After much delay, the Government has provided its response to the consultation on Extending Fixed Recoverable Costs in Civil Cases.
The expansion of FRC in England and Wales has been on the agenda since Lord Justice Jackson’s 2017 report on this issue, and subsequent 2019 consultation paper on implementing those proposals.
The key outcomes from the response are:
The Government will move forward with the proposals by working with the Civil Procedure Rule Committee but noting there is a “need to engage with the CPRC on the detail of implementation.”
Justifying the expansion of fixed recoverable costs, the Government was keen to emphasise that existing FRC arrangements had, in their view, promoted access to justice for both claimant and defendants. Furthermore, analysis of pre- and post-LASPO data had show a reduction in real recovered costs in personal injury claims by just under 8%.
A link to the full consultation response can be found here.
Extension of the existing fast track
As stated above, FRC will be extended to all civil cases in the fast track up to a value of £25,000 in damages, with claims allocated to one of four bands of complexity.
The bands will remain in line with the 2019 consultation document as follows (in relation to personal injury “PI” claims) with confirmation that credit hire and holiday sickness claims will fall into the following bands:
Band 1: RTA non-PI (bent metal claims) and credit hire
Band 2: RTA PI (within the Pre-Action Protocol) holiday sickness claims
Band 3: RTA PI claim (outside the Pre-Action Protocol) EL / PL accident claims
Band 4: Employers Liability disease (non-NIHL) and the most complex fast track claims
For those wishing to challenge the banding of a claim, a costs liability of £150 will apply if that challenge is unsuccessful. However, this penalty will be kept under review.
The ‘escape clause’ contained within CPR 45.29J “enabling a party to exit FRC in the fast track in exceptional circumstances” will continue to apply. An uplift of 35% on FRC will apply to Part 36 offers at “the stage during which and those after the relevant period under a Part 36 offer expires”.
Counsel’s fees will be ringfenced in respect of Band 4 and NIHL claims.
For the avoidance of doubt, Noise Induced Hearing Loss (NIHL) claims within the fast track will be subject to a distinct process and FRC. We will be preparing an update on this issue separately.
The fast track and FRC will be extended to include ‘intermediate’ cases valued between £25,000 and £100,000 using the proposed criteria; set out within the Fixed Recoverable Costs Consultation Paper at page 30. The Government does “not propose to be more prescriptive in allocation criteria for intermediate cases beyond those proposed by Sir Rupert [Jackson]”, but a proposed additional Practice Direction will be discussed with the CPRC to see whether this could provide further guidance.
Certain case types have been identified as being unsuitable, specifically cases involving mesothelioma/asbestos, complex PI and professional negligence, actions against the police, child sexual abuse, and intellectual property.

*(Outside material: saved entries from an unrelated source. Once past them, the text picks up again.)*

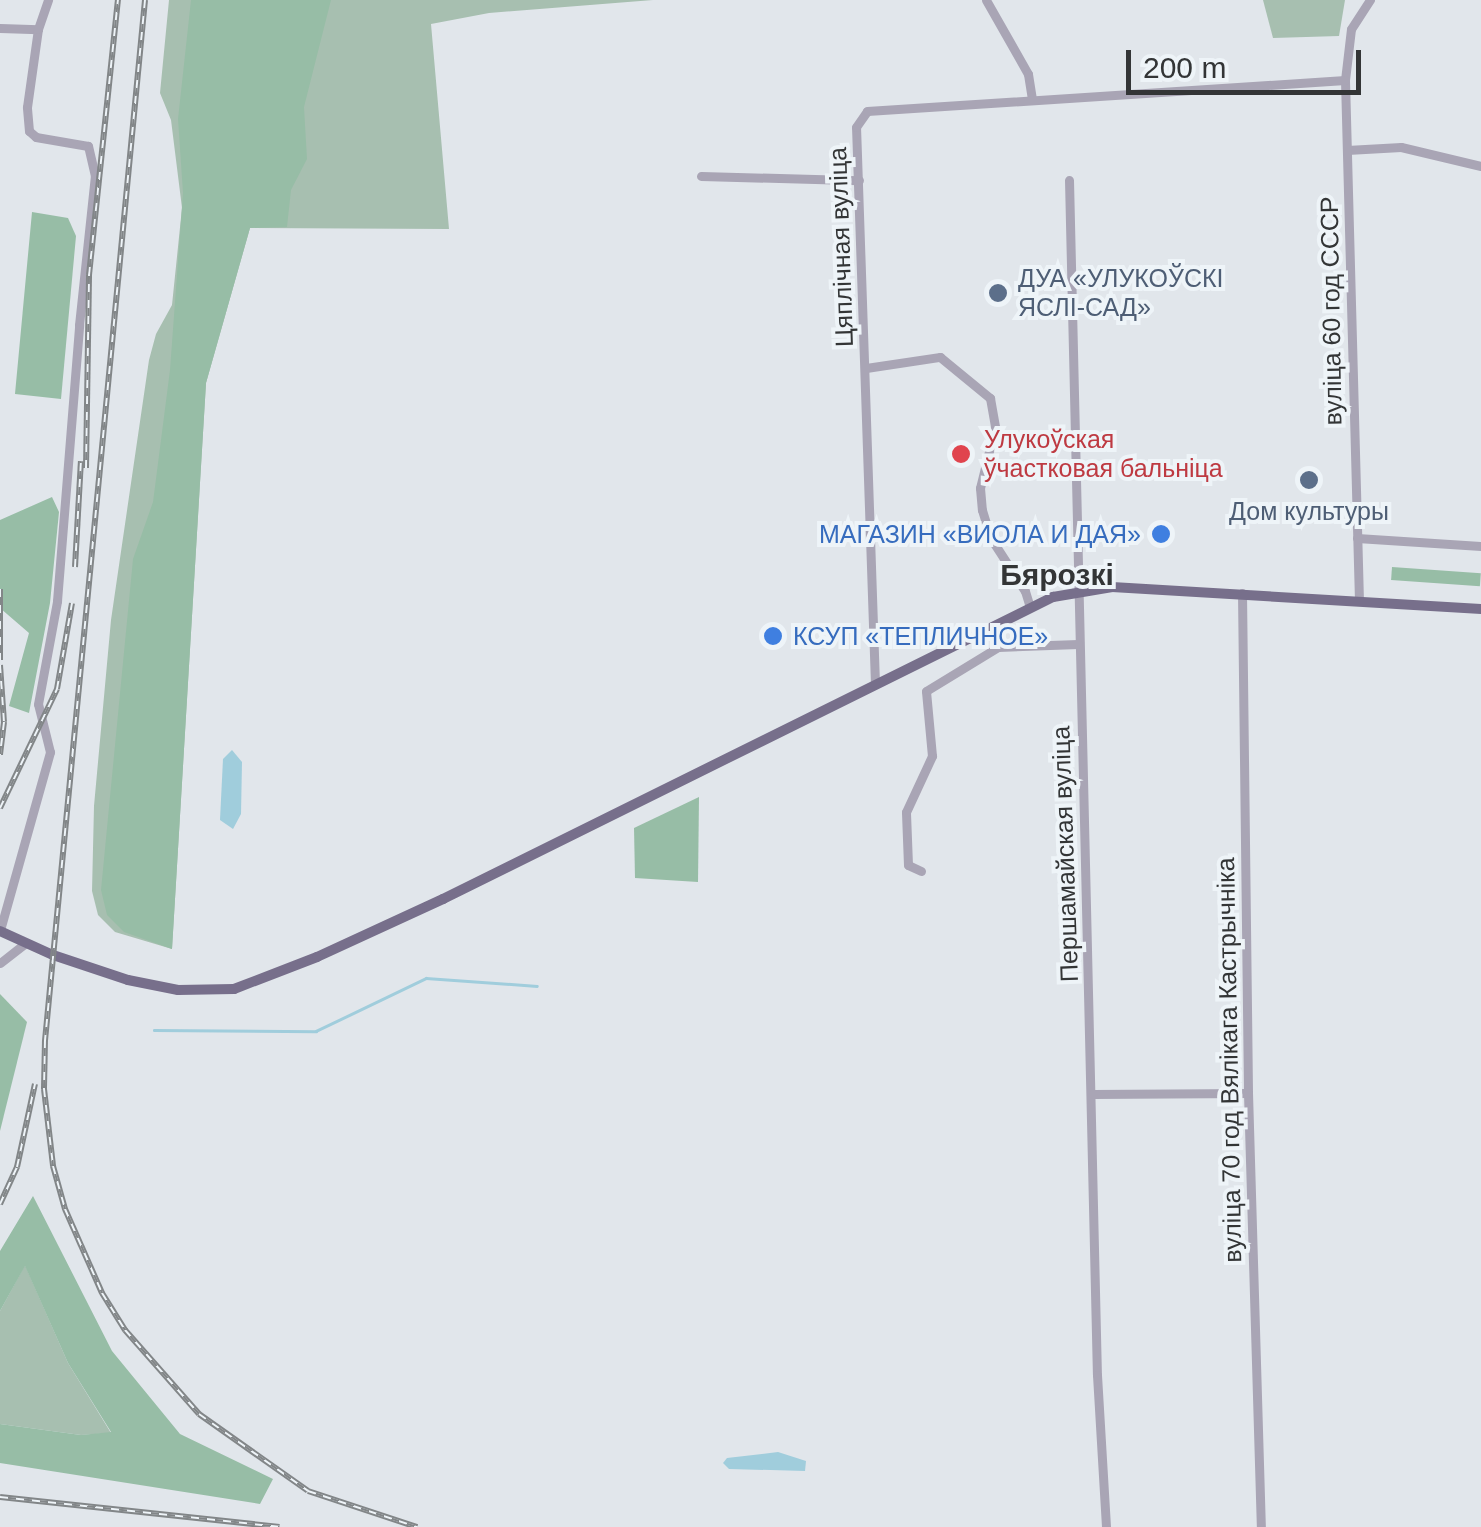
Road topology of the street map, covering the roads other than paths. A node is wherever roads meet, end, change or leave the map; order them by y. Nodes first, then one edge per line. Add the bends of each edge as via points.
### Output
1 (48, 0) edge
2 (986, 0) edge
3 (1370, 0) edge
4 (0, 28) edge
5 (38, 29) junction
6 (1346, 80) junction
7 (1032, 100) junction
8 (1347, 150) junction
9 (1481, 166) edge
10 (701, 176) dead end
11 (859, 180) junction
12 (1069, 180) dead end
13 (866, 368) junction
14 (1356, 538) junction
15 (1481, 546) edge
16 (1078, 590) junction
17 (1242, 593) junction
18 (1358, 601) junction
19 (1030, 606) junction
20 (1481, 609) edge
21 (1078, 644) junction
22 (875, 684) junction
23 (920, 871) dead end
24 (0, 931) edge
25 (24, 944) junction
26 (0, 963) edge
27 (1248, 1093) junction
28 (1093, 1094) junction
29 (1106, 1527) edge
30 (1261, 1527) edge

1 - 5 street
2 - 7 street via 1028,74
3 - 6 street, вуліца 60 год СССР via 1355,20
4 - 5 street
5 - 24 street via 30,131 88,146 96,176 57,601 38,704 50,752
6 - 7 street, Цяплічная вуліца
6 - 8 street, вуліца 60 год СССР
7 - 11 street, Цяплічная вуліца via 867,111 856,127
8 - 9 street via 1382,146
8 - 14 street, вуліца 60 год СССР
10 - 11 street
11 - 13 street, Цяплічная вуліца
12 - 16 street, Першамайская вуліца
13 - 19 street via 940,357 990,398 995,428 980,488 982,510
13 - 22 street, Цяплічная вуліца
14 - 15 street
14 - 18 street, вуліца 60 год СССР
16 - 17 main road
16 - 19 main road
16 - 21 street, Першамайская вуліца
17 - 18 main road
17 - 27 street, вуліца 70 год Вялікага Кастрычніка
18 - 20 main road
19 - 22 main road
21 - 23 street via 998,647 926,691 932,756 906,812 908,865
21 - 28 street, Першамайская вуліца
22 - 25 main road via 443,899 234,988 154,986
24 - 25 main road
25 - 26 street
27 - 28 street
27 - 30 street, вуліца 70 год Вялікага Кастрычніка
28 - 29 street, Першамайская вуліца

Regarding the proposed banding criteria, the four bands proposed by Lord Justice Jackson are to be retained as follows:
Band 1: the simplest claims that are just over the current fast track limit, where there is only one issue and the trial will likely take a day or less, e.g. debt claims
Band 2: will be the ‘normal’ band for intermediate cases, with more complex claims going into Band 3
Band 3: will be the ‘normal’ band for those complex intermediate cases
Band 4: the most complex claims, with claims such as business disputes and ELD claims where the trial is likely to last three days and there are serious issues of fact/law to be considered
Similar to the expanded fast track, an unsuccessful challenge to ‘intermediate’ allocation will incur a costs liability of £300. However, a challenge to band allocation “without sufficient basis could amount to unreasonable behaviour, incurring further costs penalties”.
The figures for FRC will be uprated in line with the Services Producer Price Index (SPPI).
The expansion of FRC will apply to “those cases where the accident or cause of action arises after the implementation date, or in disease and equivalent cases where no letter of claim has been issued before the implementation date.” This will ensure that FRC apply to as “many cases as reasonably possible”.
The specifics of the consultation responses received by the Government indicated a clear deviation in opinion between claimant and defendant representatives on these proposals.
On the issue of extending fixed costs to fast track cases, the majority of those in support were identified as defendant representatives and insurers. However, of those who disagreed “most were claimant lawyers or other claimant representative groups.”
There were concerns raised about the proposed bandings, and that the vague proposals would generate “unnecessary and satellite litigation.” Similarly, there was consensus that clear markers would be necessary to identify complex cases.
Regarding the intermediate track as initially proposed by Lord Justice Jackson, the Government stated that it did not “see the need for introducing a new track, given the costs and complexity that this would involve.” When allocating intermediate cases within the extended fast track to a band, “the band should only be revisited in exceptional circumstances”.